··· Input records ···

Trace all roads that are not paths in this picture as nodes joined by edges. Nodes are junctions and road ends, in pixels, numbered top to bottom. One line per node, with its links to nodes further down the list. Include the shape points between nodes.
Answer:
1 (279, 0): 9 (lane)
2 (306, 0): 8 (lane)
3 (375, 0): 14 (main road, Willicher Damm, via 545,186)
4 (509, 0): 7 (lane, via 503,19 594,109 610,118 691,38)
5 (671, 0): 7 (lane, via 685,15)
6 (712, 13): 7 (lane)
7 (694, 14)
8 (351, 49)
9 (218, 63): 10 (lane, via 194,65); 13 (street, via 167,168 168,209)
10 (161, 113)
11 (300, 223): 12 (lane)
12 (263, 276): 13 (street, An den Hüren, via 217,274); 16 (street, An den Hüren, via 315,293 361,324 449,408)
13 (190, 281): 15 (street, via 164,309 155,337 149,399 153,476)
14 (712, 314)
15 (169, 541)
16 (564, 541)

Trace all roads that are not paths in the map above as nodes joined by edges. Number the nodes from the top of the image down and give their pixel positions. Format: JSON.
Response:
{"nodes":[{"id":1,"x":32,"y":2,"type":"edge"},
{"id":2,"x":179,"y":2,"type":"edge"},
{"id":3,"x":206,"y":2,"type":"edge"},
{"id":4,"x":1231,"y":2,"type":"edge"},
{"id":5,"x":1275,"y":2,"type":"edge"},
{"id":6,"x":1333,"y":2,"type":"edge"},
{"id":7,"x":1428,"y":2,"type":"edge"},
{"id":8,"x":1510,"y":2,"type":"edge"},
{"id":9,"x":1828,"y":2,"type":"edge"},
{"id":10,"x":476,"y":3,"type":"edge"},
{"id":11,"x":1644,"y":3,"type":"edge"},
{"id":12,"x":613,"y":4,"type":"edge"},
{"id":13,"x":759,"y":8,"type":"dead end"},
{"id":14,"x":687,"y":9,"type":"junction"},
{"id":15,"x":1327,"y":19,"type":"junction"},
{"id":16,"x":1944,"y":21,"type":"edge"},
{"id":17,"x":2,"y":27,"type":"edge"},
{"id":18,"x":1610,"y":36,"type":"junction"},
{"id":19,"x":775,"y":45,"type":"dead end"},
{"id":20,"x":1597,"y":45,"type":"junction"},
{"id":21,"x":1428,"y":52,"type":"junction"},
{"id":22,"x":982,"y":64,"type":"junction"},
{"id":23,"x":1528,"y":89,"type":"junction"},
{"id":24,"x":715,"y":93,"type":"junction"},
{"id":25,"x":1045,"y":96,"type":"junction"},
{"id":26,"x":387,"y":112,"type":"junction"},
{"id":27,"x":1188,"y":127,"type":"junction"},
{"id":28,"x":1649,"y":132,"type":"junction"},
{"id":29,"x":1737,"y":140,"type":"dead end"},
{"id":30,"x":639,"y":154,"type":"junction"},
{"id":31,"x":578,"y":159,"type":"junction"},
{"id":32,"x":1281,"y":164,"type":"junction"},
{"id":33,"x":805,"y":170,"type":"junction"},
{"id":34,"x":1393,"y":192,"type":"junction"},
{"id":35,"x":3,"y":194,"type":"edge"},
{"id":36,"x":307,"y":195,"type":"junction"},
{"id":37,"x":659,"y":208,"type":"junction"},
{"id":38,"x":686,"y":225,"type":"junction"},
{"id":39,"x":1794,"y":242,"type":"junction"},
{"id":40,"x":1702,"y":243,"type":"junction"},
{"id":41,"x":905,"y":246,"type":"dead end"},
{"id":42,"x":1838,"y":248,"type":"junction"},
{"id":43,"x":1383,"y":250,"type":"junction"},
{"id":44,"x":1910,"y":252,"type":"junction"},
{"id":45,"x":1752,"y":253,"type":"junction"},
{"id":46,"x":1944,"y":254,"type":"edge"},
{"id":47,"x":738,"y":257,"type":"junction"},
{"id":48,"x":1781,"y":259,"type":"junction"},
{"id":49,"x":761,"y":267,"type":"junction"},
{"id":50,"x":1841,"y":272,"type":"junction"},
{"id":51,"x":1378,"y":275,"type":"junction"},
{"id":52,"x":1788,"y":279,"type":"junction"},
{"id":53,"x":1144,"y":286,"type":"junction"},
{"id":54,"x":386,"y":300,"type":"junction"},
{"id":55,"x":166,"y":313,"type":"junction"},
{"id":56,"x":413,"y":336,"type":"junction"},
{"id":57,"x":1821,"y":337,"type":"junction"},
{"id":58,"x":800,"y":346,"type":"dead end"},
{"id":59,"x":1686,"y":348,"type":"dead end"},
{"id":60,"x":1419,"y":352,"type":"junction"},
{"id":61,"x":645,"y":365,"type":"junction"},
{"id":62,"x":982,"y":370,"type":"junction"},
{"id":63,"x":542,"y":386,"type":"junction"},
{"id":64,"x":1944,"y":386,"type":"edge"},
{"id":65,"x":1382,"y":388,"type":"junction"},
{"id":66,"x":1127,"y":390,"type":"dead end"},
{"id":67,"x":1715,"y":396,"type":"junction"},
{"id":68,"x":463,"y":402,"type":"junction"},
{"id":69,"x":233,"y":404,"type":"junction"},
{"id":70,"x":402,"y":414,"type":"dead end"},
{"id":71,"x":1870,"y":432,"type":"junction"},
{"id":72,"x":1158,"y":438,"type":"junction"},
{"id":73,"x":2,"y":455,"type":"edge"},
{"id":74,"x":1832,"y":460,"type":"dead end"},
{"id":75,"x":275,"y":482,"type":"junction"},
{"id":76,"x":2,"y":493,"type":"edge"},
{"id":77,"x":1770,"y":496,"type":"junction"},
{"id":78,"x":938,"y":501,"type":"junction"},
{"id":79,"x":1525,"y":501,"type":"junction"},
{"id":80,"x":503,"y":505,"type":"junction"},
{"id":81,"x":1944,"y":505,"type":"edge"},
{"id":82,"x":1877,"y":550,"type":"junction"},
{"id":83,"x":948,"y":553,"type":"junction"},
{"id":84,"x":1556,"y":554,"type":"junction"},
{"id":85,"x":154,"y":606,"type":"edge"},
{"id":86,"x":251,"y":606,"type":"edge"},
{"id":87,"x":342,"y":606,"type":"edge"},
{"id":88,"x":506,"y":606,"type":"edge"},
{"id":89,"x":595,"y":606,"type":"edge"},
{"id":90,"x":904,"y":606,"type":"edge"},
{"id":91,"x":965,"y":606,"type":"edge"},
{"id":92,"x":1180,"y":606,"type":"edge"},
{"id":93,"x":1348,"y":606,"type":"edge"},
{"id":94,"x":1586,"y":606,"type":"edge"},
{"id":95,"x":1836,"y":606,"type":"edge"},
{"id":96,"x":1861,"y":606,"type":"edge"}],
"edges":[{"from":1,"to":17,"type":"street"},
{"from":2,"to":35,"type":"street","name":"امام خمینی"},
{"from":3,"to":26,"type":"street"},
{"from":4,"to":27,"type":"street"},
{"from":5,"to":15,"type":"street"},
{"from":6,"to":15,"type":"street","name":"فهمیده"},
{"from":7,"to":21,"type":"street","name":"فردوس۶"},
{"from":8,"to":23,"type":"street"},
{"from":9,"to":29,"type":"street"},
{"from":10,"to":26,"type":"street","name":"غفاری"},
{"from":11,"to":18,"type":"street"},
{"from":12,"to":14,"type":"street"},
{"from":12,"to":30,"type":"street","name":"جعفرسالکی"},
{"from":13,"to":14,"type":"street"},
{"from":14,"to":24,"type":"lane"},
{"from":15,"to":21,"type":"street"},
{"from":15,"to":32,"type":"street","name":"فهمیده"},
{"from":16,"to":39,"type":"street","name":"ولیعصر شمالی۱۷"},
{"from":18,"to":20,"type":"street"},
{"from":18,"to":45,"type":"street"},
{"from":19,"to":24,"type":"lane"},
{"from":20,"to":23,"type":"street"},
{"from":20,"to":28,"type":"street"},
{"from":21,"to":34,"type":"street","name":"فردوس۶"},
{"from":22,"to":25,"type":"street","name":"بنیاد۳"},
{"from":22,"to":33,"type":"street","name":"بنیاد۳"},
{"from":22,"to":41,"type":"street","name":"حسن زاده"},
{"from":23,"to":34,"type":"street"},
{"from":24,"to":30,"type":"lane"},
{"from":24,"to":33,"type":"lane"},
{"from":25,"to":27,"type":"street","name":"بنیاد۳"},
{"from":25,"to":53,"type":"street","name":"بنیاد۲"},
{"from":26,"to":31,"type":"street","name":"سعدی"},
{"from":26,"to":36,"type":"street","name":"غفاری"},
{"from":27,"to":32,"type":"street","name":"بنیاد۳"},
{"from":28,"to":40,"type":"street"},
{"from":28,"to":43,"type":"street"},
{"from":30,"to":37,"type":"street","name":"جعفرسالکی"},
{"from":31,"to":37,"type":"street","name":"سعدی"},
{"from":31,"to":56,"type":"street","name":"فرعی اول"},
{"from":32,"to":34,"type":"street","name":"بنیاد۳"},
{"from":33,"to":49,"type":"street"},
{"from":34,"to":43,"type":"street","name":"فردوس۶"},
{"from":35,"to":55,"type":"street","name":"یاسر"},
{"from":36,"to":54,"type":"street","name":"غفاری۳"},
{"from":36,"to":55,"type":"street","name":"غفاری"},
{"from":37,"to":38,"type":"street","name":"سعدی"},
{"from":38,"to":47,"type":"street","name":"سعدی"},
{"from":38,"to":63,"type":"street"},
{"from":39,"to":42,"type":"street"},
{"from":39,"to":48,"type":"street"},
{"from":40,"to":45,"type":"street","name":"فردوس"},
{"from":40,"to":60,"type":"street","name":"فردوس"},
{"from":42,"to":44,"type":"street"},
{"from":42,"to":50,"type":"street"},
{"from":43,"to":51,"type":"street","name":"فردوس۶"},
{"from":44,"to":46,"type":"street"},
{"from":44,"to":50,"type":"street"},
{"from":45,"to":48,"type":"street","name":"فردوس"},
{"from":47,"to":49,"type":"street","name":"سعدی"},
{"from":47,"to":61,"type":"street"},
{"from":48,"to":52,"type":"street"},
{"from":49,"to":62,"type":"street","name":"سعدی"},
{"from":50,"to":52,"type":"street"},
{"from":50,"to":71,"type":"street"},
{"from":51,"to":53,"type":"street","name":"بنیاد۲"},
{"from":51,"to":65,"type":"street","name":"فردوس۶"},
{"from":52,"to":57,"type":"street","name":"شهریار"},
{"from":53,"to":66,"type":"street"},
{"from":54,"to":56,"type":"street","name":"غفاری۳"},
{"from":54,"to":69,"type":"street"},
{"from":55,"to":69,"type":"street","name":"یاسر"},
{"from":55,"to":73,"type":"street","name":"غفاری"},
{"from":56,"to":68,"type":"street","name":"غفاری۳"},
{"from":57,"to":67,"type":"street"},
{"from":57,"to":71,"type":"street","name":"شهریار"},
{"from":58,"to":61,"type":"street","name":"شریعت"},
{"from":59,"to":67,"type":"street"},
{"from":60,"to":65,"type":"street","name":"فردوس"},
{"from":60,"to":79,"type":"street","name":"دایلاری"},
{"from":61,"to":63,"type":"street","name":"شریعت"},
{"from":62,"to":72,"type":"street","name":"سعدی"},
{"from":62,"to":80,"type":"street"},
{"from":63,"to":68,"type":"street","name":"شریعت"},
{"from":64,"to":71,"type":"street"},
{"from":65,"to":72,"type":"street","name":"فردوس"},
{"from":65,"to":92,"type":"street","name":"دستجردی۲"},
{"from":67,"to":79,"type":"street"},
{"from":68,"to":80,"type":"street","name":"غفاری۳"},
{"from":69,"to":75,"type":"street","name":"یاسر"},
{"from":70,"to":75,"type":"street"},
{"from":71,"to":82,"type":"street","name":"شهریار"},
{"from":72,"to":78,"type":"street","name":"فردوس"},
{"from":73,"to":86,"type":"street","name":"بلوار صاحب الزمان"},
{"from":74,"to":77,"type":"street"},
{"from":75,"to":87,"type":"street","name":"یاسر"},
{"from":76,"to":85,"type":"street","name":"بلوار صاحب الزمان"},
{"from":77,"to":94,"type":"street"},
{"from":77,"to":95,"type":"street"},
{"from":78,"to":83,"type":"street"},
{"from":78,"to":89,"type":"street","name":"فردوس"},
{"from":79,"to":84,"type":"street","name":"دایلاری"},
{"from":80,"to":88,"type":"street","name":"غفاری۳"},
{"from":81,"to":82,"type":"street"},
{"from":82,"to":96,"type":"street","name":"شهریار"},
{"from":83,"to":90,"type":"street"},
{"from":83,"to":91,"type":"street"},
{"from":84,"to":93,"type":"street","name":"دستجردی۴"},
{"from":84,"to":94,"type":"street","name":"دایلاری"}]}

···

- [What you will do] Word for word, restate the data above from its first line down to and including the line with "Trace all roads that are not paths in the".

- [Task answer]
Trace all roads that are not paths in this picture as nodes joined by edges. Nodes are junctions and road ends, in pixels, numbered top to bottom. One line per node, with its links to nodes further down the list. Include the shape points between nodes.
Answer:
1 (279, 0): 9 (lane)
2 (306, 0): 8 (lane)
3 (375, 0): 14 (main road, Willicher Damm, via 545,186)
4 (509, 0): 7 (lane, via 503,19 594,109 610,118 691,38)
5 (671, 0): 7 (lane, via 685,15)
6 (712, 13): 7 (lane)
7 (694, 14)
8 (351, 49)
9 (218, 63): 10 (lane, via 194,65); 13 (street, via 167,168 168,209)
10 (161, 113)
11 (300, 223): 12 (lane)
12 (263, 276): 13 (street, An den Hüren, via 217,274); 16 (street, An den Hüren, via 315,293 361,324 449,408)
13 (190, 281): 15 (street, via 164,309 155,337 149,399 153,476)
14 (712, 314)
15 (169, 541)
16 (564, 541)

Trace all roads that are not paths in the map above as nodes joined by edges. Number the nodes from the top of the image down and give their pixel positions. Format: JSON.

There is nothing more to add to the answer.